··· Material supplied
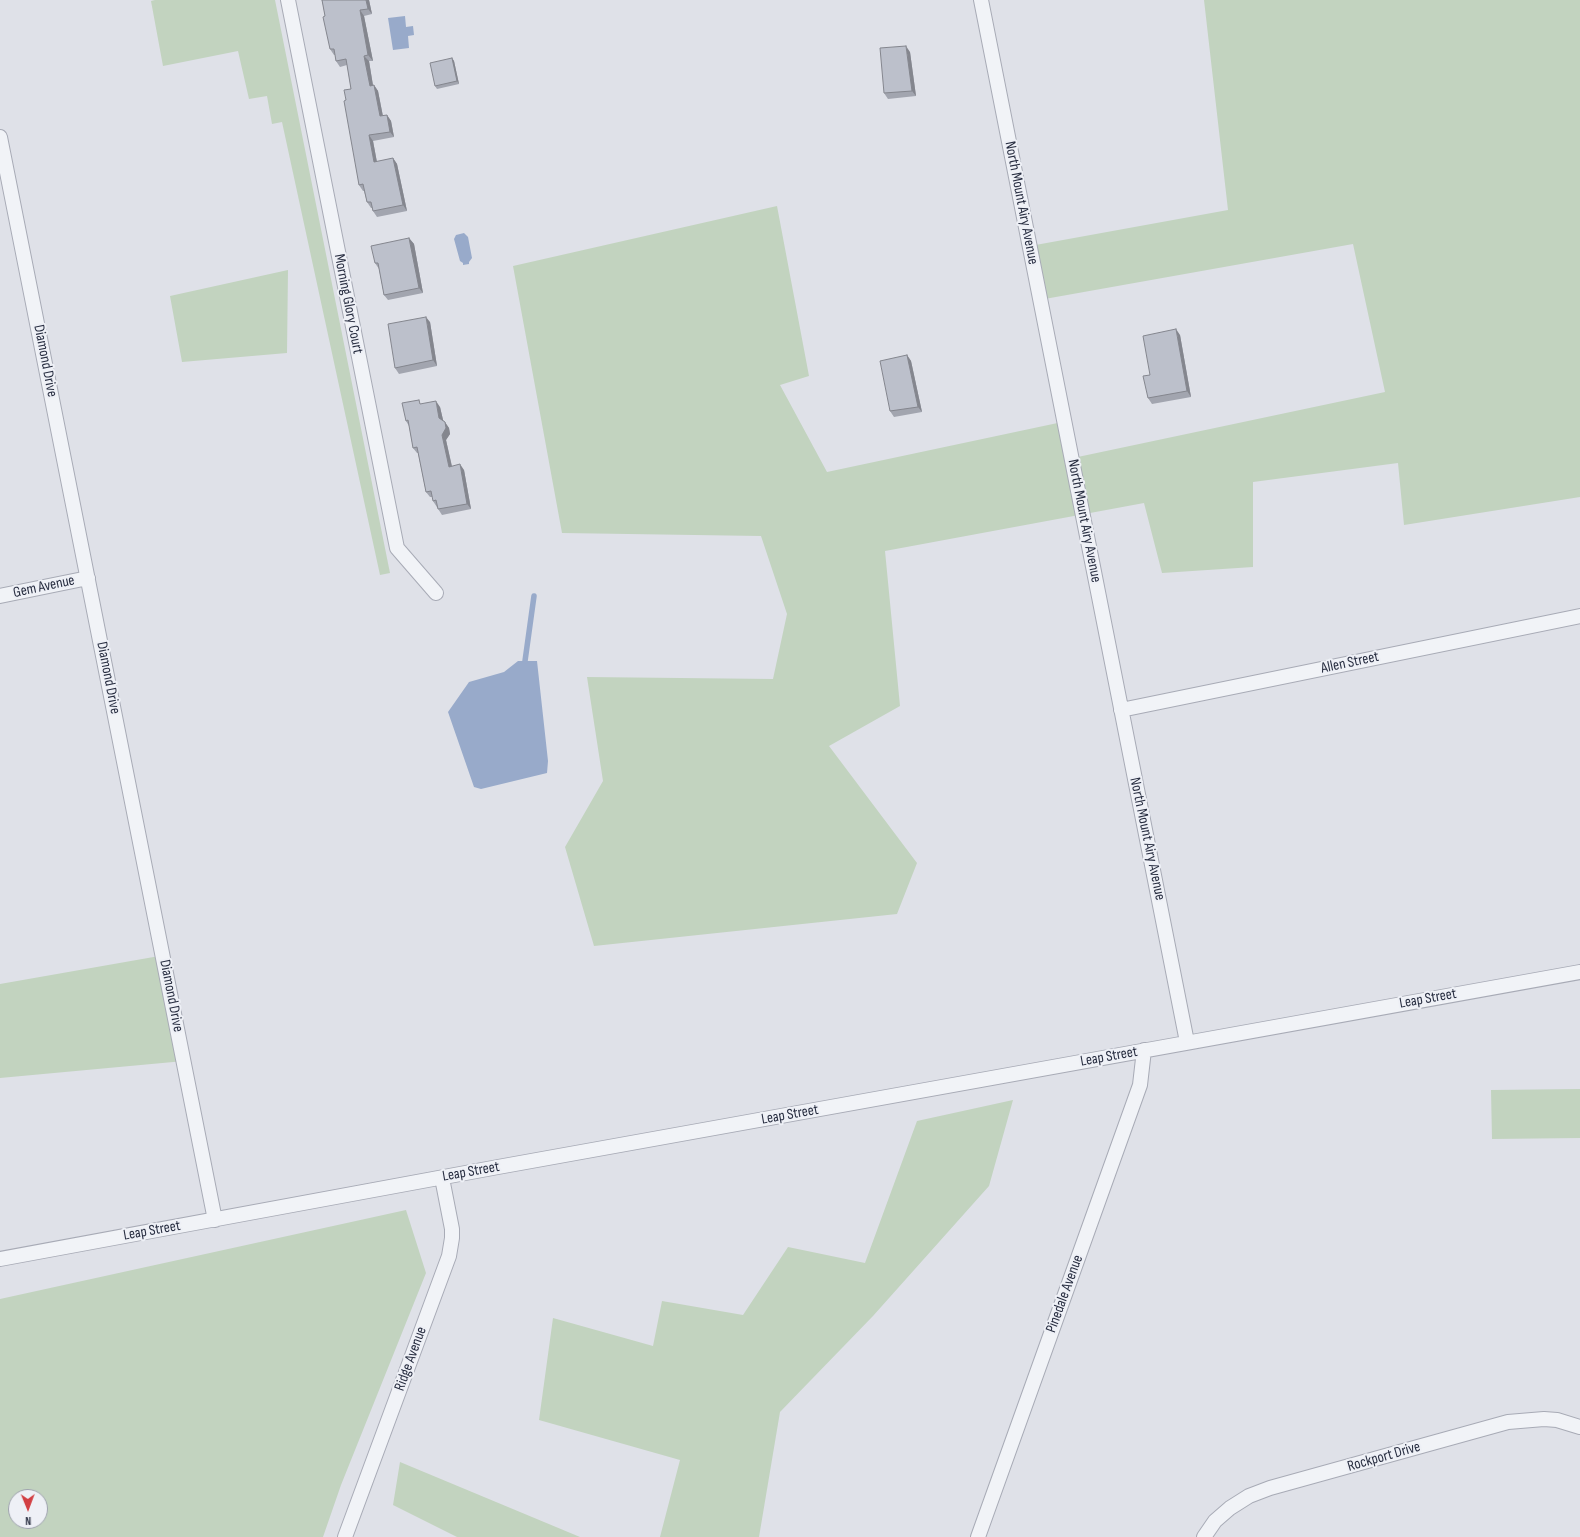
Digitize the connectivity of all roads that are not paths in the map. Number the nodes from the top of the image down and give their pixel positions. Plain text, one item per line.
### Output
1 (288, 0) edge
2 (980, 0) edge
3 (0, 137) edge
4 (88, 578) junction
5 (436, 593) dead end
6 (0, 596) edge
7 (1580, 616) edge
8 (1121, 710) junction
9 (1580, 972) edge
10 (1187, 1042) junction
11 (1144, 1050) junction
12 (442, 1178) junction
13 (215, 1220) junction
14 (0, 1259) edge
15 (1580, 1427) edge
16 (981, 1536) edge
17 (345, 1537) edge
18 (1204, 1537) edge

1 - 5 street, Morning Glory Court
2 - 8 street, North Mount Airy Avenue
3 - 4 street, Diamond Drive
4 - 6 street, Gem Avenue
4 - 13 street, Diamond Drive
7 - 8 street, Allen Street
8 - 10 street, North Mount Airy Avenue
9 - 10 street, Leap Street
10 - 11 street, Leap Street
11 - 12 street, Leap Street
11 - 16 street, Pinedale Avenue
12 - 13 street, Leap Street
12 - 17 street, Ridge Avenue
13 - 14 street, Leap Street
15 - 18 street, Rockport Drive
······
# Your assignment
Give back the full listing above word for word, and let no picture through.

# Your solution
Digitize the connectivity of all roads that are not paths in the map. Number the nodes from the top of the image down and give their pixel positions. Plain text, one item per line.
### Output
1 (288, 0) edge
2 (980, 0) edge
3 (0, 137) edge
4 (88, 578) junction
5 (436, 593) dead end
6 (0, 596) edge
7 (1580, 616) edge
8 (1121, 710) junction
9 (1580, 972) edge
10 (1187, 1042) junction
11 (1144, 1050) junction
12 (442, 1178) junction
13 (215, 1220) junction
14 (0, 1259) edge
15 (1580, 1427) edge
16 (981, 1536) edge
17 (345, 1537) edge
18 (1204, 1537) edge

1 - 5 street, Morning Glory Court
2 - 8 street, North Mount Airy Avenue
3 - 4 street, Diamond Drive
4 - 6 street, Gem Avenue
4 - 13 street, Diamond Drive
7 - 8 street, Allen Street
8 - 10 street, North Mount Airy Avenue
9 - 10 street, Leap Street
10 - 11 street, Leap Street
11 - 12 street, Leap Street
11 - 16 street, Pinedale Avenue
12 - 13 street, Leap Street
12 - 17 street, Ridge Avenue
13 - 14 street, Leap Street
15 - 18 street, Rockport Drive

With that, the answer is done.